--- Recorded data Enclosed Below ---

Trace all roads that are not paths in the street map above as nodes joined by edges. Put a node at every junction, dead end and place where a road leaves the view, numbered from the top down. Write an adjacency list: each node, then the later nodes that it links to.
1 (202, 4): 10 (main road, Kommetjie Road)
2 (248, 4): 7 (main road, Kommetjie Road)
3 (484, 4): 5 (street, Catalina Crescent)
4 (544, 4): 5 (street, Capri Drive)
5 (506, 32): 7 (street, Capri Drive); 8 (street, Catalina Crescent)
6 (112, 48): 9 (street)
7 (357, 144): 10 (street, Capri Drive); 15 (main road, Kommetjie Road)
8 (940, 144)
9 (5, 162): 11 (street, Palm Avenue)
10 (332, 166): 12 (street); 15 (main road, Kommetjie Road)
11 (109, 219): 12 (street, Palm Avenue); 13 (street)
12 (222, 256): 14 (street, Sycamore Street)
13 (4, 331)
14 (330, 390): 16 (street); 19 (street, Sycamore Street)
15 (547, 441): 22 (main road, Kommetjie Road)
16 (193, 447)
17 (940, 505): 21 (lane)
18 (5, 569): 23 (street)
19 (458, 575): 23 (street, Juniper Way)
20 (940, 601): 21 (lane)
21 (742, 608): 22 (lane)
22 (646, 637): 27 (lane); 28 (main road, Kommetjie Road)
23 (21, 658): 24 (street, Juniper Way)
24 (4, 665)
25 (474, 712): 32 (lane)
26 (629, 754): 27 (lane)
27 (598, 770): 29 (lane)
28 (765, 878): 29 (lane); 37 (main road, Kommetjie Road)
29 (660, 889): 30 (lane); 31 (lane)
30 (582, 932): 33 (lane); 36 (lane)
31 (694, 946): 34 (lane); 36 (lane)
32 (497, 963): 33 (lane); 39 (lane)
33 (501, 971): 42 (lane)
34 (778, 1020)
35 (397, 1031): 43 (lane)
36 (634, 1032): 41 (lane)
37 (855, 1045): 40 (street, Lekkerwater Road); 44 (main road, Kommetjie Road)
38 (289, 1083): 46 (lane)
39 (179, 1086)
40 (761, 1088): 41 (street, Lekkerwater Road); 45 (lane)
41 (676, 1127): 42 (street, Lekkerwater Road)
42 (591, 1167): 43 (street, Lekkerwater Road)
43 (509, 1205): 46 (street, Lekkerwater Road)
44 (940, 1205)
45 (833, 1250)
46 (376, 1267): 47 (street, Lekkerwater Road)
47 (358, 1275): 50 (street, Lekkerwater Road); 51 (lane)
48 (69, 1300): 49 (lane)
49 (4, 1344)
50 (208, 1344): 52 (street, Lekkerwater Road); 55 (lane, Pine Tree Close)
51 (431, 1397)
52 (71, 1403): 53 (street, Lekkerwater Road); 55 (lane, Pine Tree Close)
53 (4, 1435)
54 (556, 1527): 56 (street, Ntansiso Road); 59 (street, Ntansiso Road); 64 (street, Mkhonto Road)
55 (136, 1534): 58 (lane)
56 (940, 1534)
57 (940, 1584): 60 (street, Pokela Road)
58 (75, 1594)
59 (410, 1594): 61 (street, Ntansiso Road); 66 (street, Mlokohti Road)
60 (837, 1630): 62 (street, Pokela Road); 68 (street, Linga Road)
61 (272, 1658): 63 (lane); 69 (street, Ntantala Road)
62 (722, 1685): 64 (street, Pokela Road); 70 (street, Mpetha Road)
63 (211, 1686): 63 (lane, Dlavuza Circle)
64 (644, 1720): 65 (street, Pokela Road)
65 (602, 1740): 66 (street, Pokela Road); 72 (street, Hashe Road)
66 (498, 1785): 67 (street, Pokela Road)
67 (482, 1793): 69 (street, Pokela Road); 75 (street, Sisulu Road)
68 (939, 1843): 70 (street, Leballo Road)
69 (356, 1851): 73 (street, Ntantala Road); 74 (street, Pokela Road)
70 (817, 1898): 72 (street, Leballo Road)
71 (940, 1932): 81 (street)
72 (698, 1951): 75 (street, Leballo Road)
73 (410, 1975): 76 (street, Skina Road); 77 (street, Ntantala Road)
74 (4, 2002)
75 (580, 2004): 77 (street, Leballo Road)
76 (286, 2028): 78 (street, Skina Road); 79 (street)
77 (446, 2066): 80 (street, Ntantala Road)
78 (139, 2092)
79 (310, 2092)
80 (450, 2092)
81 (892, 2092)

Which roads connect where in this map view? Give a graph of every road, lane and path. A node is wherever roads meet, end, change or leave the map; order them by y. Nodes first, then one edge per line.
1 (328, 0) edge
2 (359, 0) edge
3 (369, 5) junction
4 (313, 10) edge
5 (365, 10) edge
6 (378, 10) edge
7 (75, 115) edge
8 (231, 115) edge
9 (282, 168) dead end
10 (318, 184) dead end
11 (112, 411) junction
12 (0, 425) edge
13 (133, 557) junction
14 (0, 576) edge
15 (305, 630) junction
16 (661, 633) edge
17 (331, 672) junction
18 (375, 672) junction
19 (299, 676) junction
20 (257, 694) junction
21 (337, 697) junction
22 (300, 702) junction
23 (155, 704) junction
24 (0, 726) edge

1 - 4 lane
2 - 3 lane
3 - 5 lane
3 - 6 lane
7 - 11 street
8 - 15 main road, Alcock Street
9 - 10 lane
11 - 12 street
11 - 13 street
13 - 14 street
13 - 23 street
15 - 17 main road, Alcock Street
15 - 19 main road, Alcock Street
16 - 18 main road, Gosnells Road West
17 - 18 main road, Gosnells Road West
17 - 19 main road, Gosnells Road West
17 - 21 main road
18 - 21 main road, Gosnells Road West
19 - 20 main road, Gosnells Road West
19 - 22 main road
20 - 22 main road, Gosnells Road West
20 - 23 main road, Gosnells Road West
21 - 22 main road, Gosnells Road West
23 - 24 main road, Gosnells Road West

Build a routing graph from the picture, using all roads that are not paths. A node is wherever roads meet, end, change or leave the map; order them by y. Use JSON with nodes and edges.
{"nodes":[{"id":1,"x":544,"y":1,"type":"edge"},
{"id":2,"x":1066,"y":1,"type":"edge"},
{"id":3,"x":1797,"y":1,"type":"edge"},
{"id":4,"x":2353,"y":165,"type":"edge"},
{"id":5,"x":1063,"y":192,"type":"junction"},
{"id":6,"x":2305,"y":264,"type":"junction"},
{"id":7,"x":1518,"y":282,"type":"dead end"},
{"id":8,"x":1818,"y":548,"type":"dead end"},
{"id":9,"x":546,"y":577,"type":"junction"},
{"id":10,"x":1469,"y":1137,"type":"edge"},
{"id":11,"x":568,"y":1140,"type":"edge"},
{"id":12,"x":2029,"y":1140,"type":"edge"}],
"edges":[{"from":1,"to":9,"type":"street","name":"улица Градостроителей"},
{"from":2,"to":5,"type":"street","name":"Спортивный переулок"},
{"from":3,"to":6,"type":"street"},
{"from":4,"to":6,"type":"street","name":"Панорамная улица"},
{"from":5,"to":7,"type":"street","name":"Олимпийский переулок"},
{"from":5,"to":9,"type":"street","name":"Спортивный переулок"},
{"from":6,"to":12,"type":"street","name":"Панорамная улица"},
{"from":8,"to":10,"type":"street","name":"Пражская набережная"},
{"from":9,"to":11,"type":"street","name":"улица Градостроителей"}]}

--- End of Enclosed Recorded data ---

Among the lines above, which ones hold the string "Kommetjie"? Show them.

Output below:
1 (202, 4): 10 (main road, Kommetjie Road)
2 (248, 4): 7 (main road, Kommetjie Road)
7 (357, 144): 10 (street, Capri Drive); 15 (main road, Kommetjie Road)
10 (332, 166): 12 (street); 15 (main road, Kommetjie Road)
15 (547, 441): 22 (main road, Kommetjie Road)
22 (646, 637): 27 (lane); 28 (main road, Kommetjie Road)
28 (765, 878): 29 (lane); 37 (main road, Kommetjie Road)
37 (855, 1045): 40 (street, Lekkerwater Road); 44 (main road, Kommetjie Road)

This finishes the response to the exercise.